#### [What needs to be done]
Give back the data in full. Leave nothing out.

#### [Material provided]
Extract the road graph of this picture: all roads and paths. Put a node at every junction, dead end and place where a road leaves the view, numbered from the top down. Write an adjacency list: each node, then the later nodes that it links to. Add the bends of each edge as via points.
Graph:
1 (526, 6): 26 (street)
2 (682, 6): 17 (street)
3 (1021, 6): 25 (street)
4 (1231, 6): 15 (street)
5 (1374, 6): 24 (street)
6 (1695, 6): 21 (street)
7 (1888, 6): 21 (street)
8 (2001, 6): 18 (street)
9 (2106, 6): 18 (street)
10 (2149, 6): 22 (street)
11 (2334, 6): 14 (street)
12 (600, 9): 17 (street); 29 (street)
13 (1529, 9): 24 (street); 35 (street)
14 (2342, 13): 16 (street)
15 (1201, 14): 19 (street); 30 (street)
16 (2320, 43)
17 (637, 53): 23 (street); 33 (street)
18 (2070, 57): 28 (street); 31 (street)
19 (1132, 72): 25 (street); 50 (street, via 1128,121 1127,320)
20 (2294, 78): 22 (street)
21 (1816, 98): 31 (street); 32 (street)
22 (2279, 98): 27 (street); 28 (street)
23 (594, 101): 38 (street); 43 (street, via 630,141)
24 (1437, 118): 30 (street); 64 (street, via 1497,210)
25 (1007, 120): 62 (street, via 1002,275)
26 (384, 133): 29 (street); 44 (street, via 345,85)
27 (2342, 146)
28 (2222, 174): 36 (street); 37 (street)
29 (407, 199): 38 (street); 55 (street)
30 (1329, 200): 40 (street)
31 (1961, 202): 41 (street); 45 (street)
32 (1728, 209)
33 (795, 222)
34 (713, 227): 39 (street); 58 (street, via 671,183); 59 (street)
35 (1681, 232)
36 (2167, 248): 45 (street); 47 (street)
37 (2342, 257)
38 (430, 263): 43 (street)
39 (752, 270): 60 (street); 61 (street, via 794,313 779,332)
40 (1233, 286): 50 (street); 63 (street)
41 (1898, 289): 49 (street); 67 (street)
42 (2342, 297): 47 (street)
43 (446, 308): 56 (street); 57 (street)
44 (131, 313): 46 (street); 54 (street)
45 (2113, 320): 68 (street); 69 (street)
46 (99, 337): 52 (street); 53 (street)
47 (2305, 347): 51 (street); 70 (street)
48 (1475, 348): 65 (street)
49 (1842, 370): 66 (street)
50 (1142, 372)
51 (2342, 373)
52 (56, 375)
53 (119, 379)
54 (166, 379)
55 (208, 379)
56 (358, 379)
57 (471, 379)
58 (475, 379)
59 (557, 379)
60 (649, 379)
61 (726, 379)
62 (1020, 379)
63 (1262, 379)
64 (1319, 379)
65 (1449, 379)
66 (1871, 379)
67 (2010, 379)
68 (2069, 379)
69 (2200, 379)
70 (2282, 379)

#### [Solution to this exercise]
Extract the road graph of this picture: all roads and paths. Put a node at every junction, dead end and place where a road leaves the view, numbered from the top down. Write an adjacency list: each node, then the later nodes that it links to. Add the bends of each edge as via points.
Graph:
1 (526, 6): 26 (street)
2 (682, 6): 17 (street)
3 (1021, 6): 25 (street)
4 (1231, 6): 15 (street)
5 (1374, 6): 24 (street)
6 (1695, 6): 21 (street)
7 (1888, 6): 21 (street)
8 (2001, 6): 18 (street)
9 (2106, 6): 18 (street)
10 (2149, 6): 22 (street)
11 (2334, 6): 14 (street)
12 (600, 9): 17 (street); 29 (street)
13 (1529, 9): 24 (street); 35 (street)
14 (2342, 13): 16 (street)
15 (1201, 14): 19 (street); 30 (street)
16 (2320, 43)
17 (637, 53): 23 (street); 33 (street)
18 (2070, 57): 28 (street); 31 (street)
19 (1132, 72): 25 (street); 50 (street, via 1128,121 1127,320)
20 (2294, 78): 22 (street)
21 (1816, 98): 31 (street); 32 (street)
22 (2279, 98): 27 (street); 28 (street)
23 (594, 101): 38 (street); 43 (street, via 630,141)
24 (1437, 118): 30 (street); 64 (street, via 1497,210)
25 (1007, 120): 62 (street, via 1002,275)
26 (384, 133): 29 (street); 44 (street, via 345,85)
27 (2342, 146)
28 (2222, 174): 36 (street); 37 (street)
29 (407, 199): 38 (street); 55 (street)
30 (1329, 200): 40 (street)
31 (1961, 202): 41 (street); 45 (street)
32 (1728, 209)
33 (795, 222)
34 (713, 227): 39 (street); 58 (street, via 671,183); 59 (street)
35 (1681, 232)
36 (2167, 248): 45 (street); 47 (street)
37 (2342, 257)
38 (430, 263): 43 (street)
39 (752, 270): 60 (street); 61 (street, via 794,313 779,332)
40 (1233, 286): 50 (street); 63 (street)
41 (1898, 289): 49 (street); 67 (street)
42 (2342, 297): 47 (street)
43 (446, 308): 56 (street); 57 (street)
44 (131, 313): 46 (street); 54 (street)
45 (2113, 320): 68 (street); 69 (street)
46 (99, 337): 52 (street); 53 (street)
47 (2305, 347): 51 (street); 70 (street)
48 (1475, 348): 65 (street)
49 (1842, 370): 66 (street)
50 (1142, 372)
51 (2342, 373)
52 (56, 375)
53 (119, 379)
54 (166, 379)
55 (208, 379)
56 (358, 379)
57 (471, 379)
58 (475, 379)
59 (557, 379)
60 (649, 379)
61 (726, 379)
62 (1020, 379)
63 (1262, 379)
64 (1319, 379)
65 (1449, 379)
66 (1871, 379)
67 (2010, 379)
68 (2069, 379)
69 (2200, 379)
70 (2282, 379)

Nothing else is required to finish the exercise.